## WORK TO COMPLETE
All of the data below is to be written out again exactly.

(EXCERPTED RECORDS Opens)

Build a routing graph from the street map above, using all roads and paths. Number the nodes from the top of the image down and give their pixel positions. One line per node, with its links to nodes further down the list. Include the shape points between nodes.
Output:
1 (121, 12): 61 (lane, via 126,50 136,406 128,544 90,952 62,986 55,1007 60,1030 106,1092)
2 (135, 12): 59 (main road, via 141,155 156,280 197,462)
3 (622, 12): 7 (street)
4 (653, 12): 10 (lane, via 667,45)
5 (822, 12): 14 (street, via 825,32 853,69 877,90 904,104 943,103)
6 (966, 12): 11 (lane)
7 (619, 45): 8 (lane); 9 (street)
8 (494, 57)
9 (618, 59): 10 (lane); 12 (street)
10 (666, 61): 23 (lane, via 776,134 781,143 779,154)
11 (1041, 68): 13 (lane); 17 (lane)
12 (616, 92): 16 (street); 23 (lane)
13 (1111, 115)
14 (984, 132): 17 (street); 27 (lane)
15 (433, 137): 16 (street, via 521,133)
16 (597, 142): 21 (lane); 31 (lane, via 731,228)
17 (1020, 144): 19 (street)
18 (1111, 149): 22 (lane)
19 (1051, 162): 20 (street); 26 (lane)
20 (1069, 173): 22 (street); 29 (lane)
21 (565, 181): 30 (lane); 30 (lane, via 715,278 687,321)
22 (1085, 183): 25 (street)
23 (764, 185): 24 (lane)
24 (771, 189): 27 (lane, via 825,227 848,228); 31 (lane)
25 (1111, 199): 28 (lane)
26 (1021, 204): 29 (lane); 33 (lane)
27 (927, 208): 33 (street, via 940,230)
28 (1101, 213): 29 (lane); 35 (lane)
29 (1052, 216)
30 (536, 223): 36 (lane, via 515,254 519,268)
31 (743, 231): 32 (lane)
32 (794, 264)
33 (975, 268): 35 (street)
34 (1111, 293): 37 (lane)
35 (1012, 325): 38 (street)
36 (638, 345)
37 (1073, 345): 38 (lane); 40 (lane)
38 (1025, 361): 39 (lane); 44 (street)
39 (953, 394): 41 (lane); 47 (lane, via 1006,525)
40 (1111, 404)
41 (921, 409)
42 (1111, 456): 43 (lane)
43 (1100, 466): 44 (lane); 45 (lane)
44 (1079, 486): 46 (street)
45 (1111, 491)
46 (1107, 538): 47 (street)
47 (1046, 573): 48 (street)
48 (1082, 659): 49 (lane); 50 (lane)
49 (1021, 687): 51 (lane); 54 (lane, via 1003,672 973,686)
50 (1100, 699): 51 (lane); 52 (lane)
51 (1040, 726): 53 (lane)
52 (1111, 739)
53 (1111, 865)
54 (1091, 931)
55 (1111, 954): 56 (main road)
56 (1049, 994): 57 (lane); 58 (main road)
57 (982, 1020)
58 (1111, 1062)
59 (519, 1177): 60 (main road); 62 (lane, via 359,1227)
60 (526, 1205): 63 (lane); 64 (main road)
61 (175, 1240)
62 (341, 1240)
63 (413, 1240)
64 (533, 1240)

(EXCERPTED RECORDS Closes)

## RESULT FOR THIS TASK
Build a routing graph from the street map above, using all roads and paths. Number the nodes from the top of the image down and give their pixel positions. One line per node, with its links to nodes further down the list. Include the shape points between nodes.
Output:
1 (121, 12): 61 (lane, via 126,50 136,406 128,544 90,952 62,986 55,1007 60,1030 106,1092)
2 (135, 12): 59 (main road, via 141,155 156,280 197,462)
3 (622, 12): 7 (street)
4 (653, 12): 10 (lane, via 667,45)
5 (822, 12): 14 (street, via 825,32 853,69 877,90 904,104 943,103)
6 (966, 12): 11 (lane)
7 (619, 45): 8 (lane); 9 (street)
8 (494, 57)
9 (618, 59): 10 (lane); 12 (street)
10 (666, 61): 23 (lane, via 776,134 781,143 779,154)
11 (1041, 68): 13 (lane); 17 (lane)
12 (616, 92): 16 (street); 23 (lane)
13 (1111, 115)
14 (984, 132): 17 (street); 27 (lane)
15 (433, 137): 16 (street, via 521,133)
16 (597, 142): 21 (lane); 31 (lane, via 731,228)
17 (1020, 144): 19 (street)
18 (1111, 149): 22 (lane)
19 (1051, 162): 20 (street); 26 (lane)
20 (1069, 173): 22 (street); 29 (lane)
21 (565, 181): 30 (lane); 30 (lane, via 715,278 687,321)
22 (1085, 183): 25 (street)
23 (764, 185): 24 (lane)
24 (771, 189): 27 (lane, via 825,227 848,228); 31 (lane)
25 (1111, 199): 28 (lane)
26 (1021, 204): 29 (lane); 33 (lane)
27 (927, 208): 33 (street, via 940,230)
28 (1101, 213): 29 (lane); 35 (lane)
29 (1052, 216)
30 (536, 223): 36 (lane, via 515,254 519,268)
31 (743, 231): 32 (lane)
32 (794, 264)
33 (975, 268): 35 (street)
34 (1111, 293): 37 (lane)
35 (1012, 325): 38 (street)
36 (638, 345)
37 (1073, 345): 38 (lane); 40 (lane)
38 (1025, 361): 39 (lane); 44 (street)
39 (953, 394): 41 (lane); 47 (lane, via 1006,525)
40 (1111, 404)
41 (921, 409)
42 (1111, 456): 43 (lane)
43 (1100, 466): 44 (lane); 45 (lane)
44 (1079, 486): 46 (street)
45 (1111, 491)
46 (1107, 538): 47 (street)
47 (1046, 573): 48 (street)
48 (1082, 659): 49 (lane); 50 (lane)
49 (1021, 687): 51 (lane); 54 (lane, via 1003,672 973,686)
50 (1100, 699): 51 (lane); 52 (lane)
51 (1040, 726): 53 (lane)
52 (1111, 739)
53 (1111, 865)
54 (1091, 931)
55 (1111, 954): 56 (main road)
56 (1049, 994): 57 (lane); 58 (main road)
57 (982, 1020)
58 (1111, 1062)
59 (519, 1177): 60 (main road); 62 (lane, via 359,1227)
60 (526, 1205): 63 (lane); 64 (main road)
61 (175, 1240)
62 (341, 1240)
63 (413, 1240)
64 (533, 1240)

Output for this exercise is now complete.